Estimated risk at T2 of disease among those classified as exposed at T0: 20%
(i.e., true risk in those exposed) ´ 950 (i.e., 1200-250)+ 10%
(i.e., true risk in non-exposed) ´ 250 = (190+25)/1200 = 17.9%
Estimated risk at T2 of disease among those classified as non-exposed at
T0: 20% (i.e., true risk in those exposed) ´ 150 +10%
(i.e., true risk innon-exposed) ´ 600 (i.e., 750-150) = (30+60)/750 = 12%
Estimated risk ratio = 17.9% / 12% = 1.49
Misclassification depends, in this example, on the study design and the characteristics of the population, rather than on technical limitations of the exposure measurement. The effect of misclassification is such that the “true” ratio of 2.0 between the cumulative risk among exposed people and non-exposed people becomes an “observed” ratio of 1.49 (table 1). This underestimation of the risk ratio arises from a “blurring” of the relationship between exposure and disease, which occurs when the misclassification of exposure, as in this case, is evenly distributed according to the disease or health status (i.e., the exposure measurement is not influenced by whether or not the person suffered from the disease that we are studying).

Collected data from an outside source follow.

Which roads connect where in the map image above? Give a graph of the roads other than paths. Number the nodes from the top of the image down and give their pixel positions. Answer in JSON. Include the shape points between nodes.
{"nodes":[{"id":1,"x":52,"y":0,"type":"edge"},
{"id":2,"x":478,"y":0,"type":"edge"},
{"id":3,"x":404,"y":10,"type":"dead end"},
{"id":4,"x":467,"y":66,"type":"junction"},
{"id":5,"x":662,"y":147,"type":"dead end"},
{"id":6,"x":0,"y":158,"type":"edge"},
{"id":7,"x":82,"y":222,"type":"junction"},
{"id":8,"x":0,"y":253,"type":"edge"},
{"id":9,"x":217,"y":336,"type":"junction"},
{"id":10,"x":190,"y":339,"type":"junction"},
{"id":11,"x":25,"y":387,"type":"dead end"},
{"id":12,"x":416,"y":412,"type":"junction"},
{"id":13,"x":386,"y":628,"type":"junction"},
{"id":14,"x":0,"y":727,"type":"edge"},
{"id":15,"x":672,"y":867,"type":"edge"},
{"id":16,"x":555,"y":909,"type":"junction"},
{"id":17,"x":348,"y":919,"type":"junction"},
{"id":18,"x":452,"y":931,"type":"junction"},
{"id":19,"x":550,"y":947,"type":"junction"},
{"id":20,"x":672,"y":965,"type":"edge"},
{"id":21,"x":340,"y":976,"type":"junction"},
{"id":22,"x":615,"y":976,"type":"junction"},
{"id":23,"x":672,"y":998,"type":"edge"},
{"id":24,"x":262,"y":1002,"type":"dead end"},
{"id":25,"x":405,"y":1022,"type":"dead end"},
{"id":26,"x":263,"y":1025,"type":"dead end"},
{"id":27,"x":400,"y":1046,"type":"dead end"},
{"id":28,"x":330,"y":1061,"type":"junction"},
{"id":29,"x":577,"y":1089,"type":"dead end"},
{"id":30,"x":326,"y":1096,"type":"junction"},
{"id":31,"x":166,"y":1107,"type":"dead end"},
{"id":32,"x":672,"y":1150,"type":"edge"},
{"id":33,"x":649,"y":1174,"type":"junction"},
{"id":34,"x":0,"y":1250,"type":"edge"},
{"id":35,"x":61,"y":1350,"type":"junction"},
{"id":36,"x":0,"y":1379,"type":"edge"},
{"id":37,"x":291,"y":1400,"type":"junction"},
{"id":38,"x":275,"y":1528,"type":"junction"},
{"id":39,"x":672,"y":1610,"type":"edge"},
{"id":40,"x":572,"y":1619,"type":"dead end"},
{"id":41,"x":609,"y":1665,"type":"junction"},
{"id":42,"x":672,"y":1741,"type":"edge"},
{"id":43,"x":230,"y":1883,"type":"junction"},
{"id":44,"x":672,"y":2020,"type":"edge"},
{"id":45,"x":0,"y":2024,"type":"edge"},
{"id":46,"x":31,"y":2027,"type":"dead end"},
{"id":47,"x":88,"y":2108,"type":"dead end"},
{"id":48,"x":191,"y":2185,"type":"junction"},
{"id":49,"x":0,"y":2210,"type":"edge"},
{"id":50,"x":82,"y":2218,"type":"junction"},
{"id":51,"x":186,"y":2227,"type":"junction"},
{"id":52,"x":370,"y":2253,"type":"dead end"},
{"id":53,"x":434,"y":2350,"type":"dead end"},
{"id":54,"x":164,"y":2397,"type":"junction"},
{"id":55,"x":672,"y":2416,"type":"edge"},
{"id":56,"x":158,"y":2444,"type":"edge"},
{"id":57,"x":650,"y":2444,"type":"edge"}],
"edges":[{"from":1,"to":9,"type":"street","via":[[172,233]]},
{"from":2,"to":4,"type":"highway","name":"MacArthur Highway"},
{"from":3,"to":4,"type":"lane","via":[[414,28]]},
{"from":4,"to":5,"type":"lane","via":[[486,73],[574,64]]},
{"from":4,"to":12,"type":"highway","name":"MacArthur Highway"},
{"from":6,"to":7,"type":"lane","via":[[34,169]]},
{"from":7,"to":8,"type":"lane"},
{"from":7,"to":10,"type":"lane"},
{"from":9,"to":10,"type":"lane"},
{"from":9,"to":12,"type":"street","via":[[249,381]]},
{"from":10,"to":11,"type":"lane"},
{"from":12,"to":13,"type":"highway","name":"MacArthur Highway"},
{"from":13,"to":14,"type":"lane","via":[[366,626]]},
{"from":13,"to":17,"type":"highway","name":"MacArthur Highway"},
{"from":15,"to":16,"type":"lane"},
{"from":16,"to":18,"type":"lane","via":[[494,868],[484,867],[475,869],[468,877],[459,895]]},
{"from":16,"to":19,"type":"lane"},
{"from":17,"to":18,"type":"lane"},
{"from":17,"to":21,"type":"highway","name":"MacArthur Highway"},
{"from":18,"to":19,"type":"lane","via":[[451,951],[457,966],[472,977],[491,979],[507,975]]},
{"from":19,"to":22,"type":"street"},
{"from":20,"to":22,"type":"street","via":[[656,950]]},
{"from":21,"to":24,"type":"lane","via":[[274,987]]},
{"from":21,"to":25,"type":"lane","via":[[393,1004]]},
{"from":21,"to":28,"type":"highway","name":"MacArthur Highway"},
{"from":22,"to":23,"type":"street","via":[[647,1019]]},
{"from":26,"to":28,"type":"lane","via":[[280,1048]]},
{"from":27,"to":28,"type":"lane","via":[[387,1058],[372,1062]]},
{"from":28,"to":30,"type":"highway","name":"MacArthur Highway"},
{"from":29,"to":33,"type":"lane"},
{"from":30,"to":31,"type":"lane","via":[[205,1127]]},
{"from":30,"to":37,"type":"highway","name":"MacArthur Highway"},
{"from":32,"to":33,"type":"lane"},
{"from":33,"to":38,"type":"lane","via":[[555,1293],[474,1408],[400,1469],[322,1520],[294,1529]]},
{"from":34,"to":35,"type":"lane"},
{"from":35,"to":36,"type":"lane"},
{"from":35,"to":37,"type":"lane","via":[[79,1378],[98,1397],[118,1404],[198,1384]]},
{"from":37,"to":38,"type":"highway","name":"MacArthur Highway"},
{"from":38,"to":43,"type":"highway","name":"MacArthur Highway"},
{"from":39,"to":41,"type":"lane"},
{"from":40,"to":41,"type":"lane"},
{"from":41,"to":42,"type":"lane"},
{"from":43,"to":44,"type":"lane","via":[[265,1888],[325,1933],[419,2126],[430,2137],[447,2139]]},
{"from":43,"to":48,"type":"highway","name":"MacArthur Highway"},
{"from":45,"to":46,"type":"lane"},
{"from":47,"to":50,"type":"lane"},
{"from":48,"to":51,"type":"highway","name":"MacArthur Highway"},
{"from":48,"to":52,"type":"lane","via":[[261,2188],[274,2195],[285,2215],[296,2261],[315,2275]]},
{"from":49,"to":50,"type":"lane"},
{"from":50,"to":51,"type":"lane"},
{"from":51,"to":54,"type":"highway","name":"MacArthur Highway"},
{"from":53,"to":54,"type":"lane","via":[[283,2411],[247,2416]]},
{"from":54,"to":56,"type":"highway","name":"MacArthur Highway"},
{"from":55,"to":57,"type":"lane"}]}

By contrast, either underestimation or overestimation of the association of interest may occur when exposure misclassification is not evenly distributed across the outcome of interest. In the example, we may have bias, and not only a blurring of the aetiologic relationship, if classification of exposure depends on the disease or health status among the workers. This could arise, for example, if we decide to collect biological samples from a group of exposed workers and from a group of unexposed workers, in order to identify early changes related to exposure at work. Samples from the exposed workers might then be analysed in a more accurate way than samples from those unexposed; scientific curiosity might lead the researcher to measure additional biomarkers among the exposed people (including, e.g., DNA adducts in lymphocytes or urinary markers of oxidative damage to DNA), on the assumption that these people are scientifically “more interesting”. This is a rather common attitude which, however, could lead to serious bias.